Some weeks ago I wrote a short blog about a type of face veil that was worn in eastern Afghanistan by a slave woman from the Persian Gulf, around 1880. It was a battulah, the mask-type contraption that is sometimes called a Zorro mask and is still widely worn along both sides of the Gulf. I wrote about it mainly because it is so very different from the almost iconic, all-enveloping burqa type of veiling that by the late nineteenth century had become commonly worn by Afghan women and is still regarded by Muslim fundamentalists in the country as the age-old traditional, Islamically correct form of outside clothing for women.

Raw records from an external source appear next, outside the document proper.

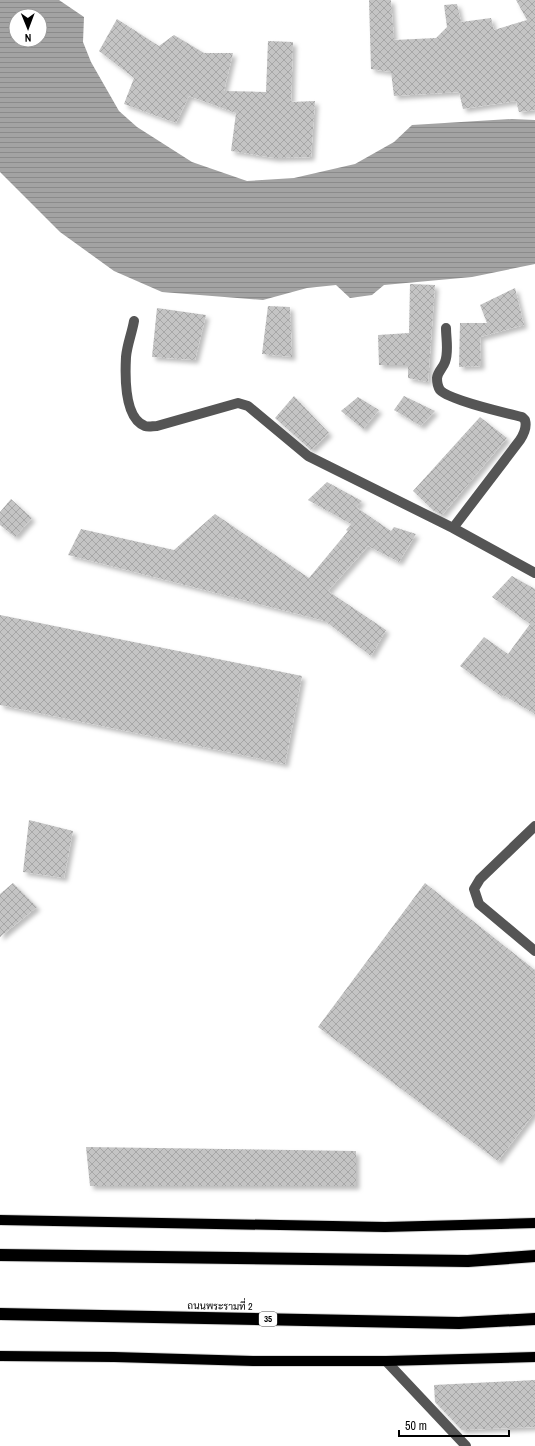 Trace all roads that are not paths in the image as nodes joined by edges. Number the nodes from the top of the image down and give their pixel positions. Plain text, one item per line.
1 (134, 321) dead end
2 (446, 328) dead end
3 (453, 528) junction
4 (535, 573) edge
5 (535, 826) edge
6 (535, 951) edge
7 (0, 1220) edge
8 (535, 1223) edge
9 (0, 1255) edge
10 (535, 1256) edge
11 (0, 1314) edge
12 (535, 1318) edge
13 (0, 1356) edge
14 (535, 1357) edge
15 (386, 1361) junction
16 (466, 1446) edge

1 - 3 street
2 - 3 street
3 - 4 street
5 - 6 street
7 - 8 main road
9 - 10 highway
11 - 12 highway, ถนนพระรามที่ 2 / 35
13 - 15 main road
14 - 15 main road
15 - 16 street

Yet, the one-piece burqa as we know it today is probably a nineteenth century innovation introduced to the country from India, and, as it often goes, at first worn by the wives of well-to-do Afghans, and later adopted by their less fortunate sisters. During the early nineteenth century, the burqa as a one-piece garment replaced a set of garments, often also called a burqa, that consisted of a head cap, a face veil, and a body covering. This was until the early twentieth century still the normal set of clothing for a woman in Iran when going outside.

 “Cabul - Afghan and Kuzzilbash Ladies.” Coloured lithograph by Charles Haghe, after James Atkinson. Plate XIX in Hart 1843. Original size 25.5 x 38.5 cm.“Cabul - Afghan and Kuzzilbash Ladies.” Coloured lithograph by Charles Haghe, after James Atkinson. Plate XIX in Hart 1843. Original size 25.5 x 38.5 cm.

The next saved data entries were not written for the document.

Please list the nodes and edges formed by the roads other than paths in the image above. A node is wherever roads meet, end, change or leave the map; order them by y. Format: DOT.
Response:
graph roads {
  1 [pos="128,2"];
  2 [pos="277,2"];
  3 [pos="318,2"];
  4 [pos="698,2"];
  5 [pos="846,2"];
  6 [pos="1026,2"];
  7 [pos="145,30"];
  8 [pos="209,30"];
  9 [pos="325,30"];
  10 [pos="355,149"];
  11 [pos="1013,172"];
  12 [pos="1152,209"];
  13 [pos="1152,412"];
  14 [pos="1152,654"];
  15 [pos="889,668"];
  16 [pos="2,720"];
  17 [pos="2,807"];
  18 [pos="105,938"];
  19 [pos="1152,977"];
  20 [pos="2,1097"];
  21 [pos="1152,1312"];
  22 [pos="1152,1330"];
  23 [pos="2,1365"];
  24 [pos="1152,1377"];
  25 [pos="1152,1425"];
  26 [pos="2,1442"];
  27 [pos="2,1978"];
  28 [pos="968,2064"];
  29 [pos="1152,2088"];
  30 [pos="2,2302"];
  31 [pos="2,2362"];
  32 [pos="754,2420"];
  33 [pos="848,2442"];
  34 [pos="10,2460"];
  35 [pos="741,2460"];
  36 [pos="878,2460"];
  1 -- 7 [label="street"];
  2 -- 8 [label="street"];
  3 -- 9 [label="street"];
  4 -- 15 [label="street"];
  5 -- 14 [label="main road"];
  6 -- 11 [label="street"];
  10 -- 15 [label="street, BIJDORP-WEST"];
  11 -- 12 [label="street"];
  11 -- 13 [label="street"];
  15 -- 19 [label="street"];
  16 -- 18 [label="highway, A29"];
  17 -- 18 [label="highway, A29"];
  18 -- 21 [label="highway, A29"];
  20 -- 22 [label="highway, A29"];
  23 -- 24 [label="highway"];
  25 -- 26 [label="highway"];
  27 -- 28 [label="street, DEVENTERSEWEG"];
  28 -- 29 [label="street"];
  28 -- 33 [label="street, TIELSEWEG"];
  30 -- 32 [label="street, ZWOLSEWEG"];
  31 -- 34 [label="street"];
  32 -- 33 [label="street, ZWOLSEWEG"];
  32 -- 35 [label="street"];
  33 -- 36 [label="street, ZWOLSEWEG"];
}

The burqa set is shown in a beautiful lithograph that was published in 1843 and is based on the work of James Atkinson (1780-1852), a medical doctor, artist, and Orientalist who accompanied the British army to Afghanistan during the First Anglo-Afghan War (1839-1842). The lithograph shows a group of women, with four of them standing in the centre wearing their mainly white coloured, burqa set of clothing, with separate face veils.

Two of the women, standing to the left, wear a face veil, as part of their burqa set, that is dark coloured and apparently of a different material from the white veils worn by the other two women. The accompanying text tells that they were Qizilbash. “The dress of the Kuzzilbash females is, at home, similar to that of the Afghan sisters, but abroad they are distinguished by wearing a veil of black horse hair.”

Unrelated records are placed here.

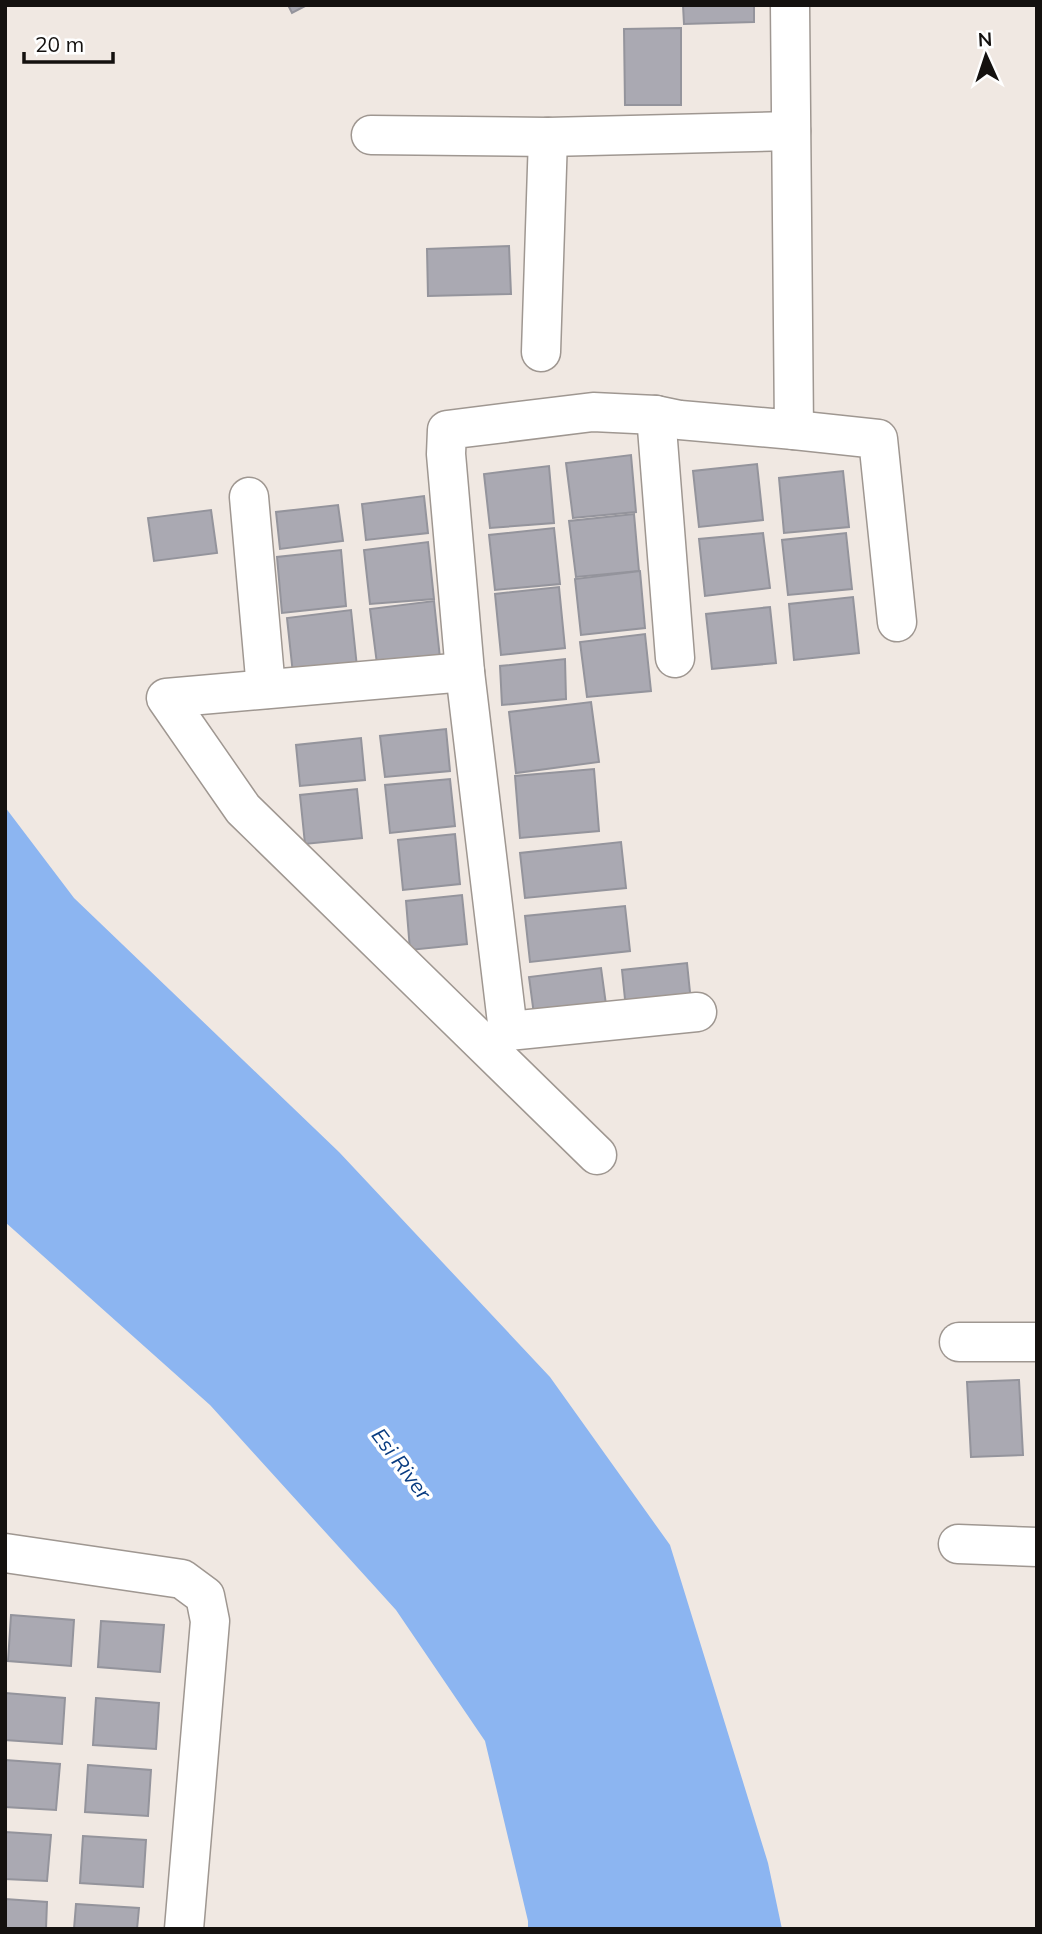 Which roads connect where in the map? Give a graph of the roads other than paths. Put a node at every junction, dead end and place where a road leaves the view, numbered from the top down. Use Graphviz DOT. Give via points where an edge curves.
graph roads {
  1 [pos="790,5"];
  2 [pos="791,131"];
  3 [pos="371,135"];
  4 [pos="548,137"];
  5 [pos="541,352"];
  6 [pos="656,415"];
  7 [pos="794,430"];
  8 [pos="249,497"];
  9 [pos="897,622"];
  10 [pos="675,658"];
  11 [pos="465,672"];
  12 [pos="266,689"];
  13 [pos="697,1012"];
  14 [pos="497,1040"];
  15 [pos="597,1156"];
  16 [pos="959,1342"];
  17 [pos="1037,1342"];
  18 [pos="958,1544"];
  19 [pos="1037,1547"];
  20 [pos="5,1553"];
  21 [pos="184,1929"];
  1 -- 2 [label="street"];
  2 -- 4 [label="street"];
  2 -- 7 [label="street"];
  3 -- 4 [label="street"];
  4 -- 5 [label="street"];
  6 -- 7 [label="street"];
  6 -- 10 [label="street"];
  6 -- 11 [label="street" via="593,412 447,430"];
  7 -- 9 [label="street" via="878,439"];
  8 -- 12 [label="street"];
  11 -- 12 [label="street"];
  11 -- 14 [label="street"];
  12 -- 14 [label="street" via="166,698 243,809"];
  13 -- 14 [label="street"];
  14 -- 15 [label="street"];
  16 -- 17 [label="street"];
  18 -- 19 [label="street"];
  20 -- 21 [label="street" via="182,1579 205,1596 210,1621"];
}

The Qizilbash belonged to a class of people in Kabul (and beyond) that descended from immigrants that had arrived in the country in the mid-eighteenth century. They originated from northwestern Iran, which is still populated by a mainly Turkic (Azeri) speaking population. The men in that part of the country used to wear a characteristic red cap, hence their name (Qizil-bash, 'red head'). They were Shi'ites, different from the Afghans (Pashtuns), who were mainly Sunnites. In Kabul, most of the Qizilbash lived in a separate, walled quarter of the town, called Chendawol.

Atkinson's illustration shows that the Qizilbash women in Kabul were wearing a face veil that was very different from that worn by the other Afghans. The dark horse hair veils were worn in northwestern Iran in the fifteenth and sixteenth centuries, and especially associated with the ruling (Turkic) classes (the same ethnic groups that formed the origins of the Qizilbash in Afghanistan). In Iran these veils were called pecheh. The same type of horse hair veil, with the same name, was worn in neighbouring Ottoman Turkey, also in the fifteenth and sixteenth centuries.

Horse hair veils were still worn in (Turkic) South Central Asia until the advent of the Soviets in the 1920s. The horse hair veils therefore appear to be a distinct Turkic feature. It is unlikely that the Shi’ite Qizilbash would adopt a horse hair veil from the Uzbeks in the north, who are Sunnites. Considering the origins of the Qizilbash, it is far more likely that the forebears of the Qizilbash in northwestern Iran brought the horse hair veil to Afghanistan, where their descendants continued to wear them until at least the mid-nineteenth century.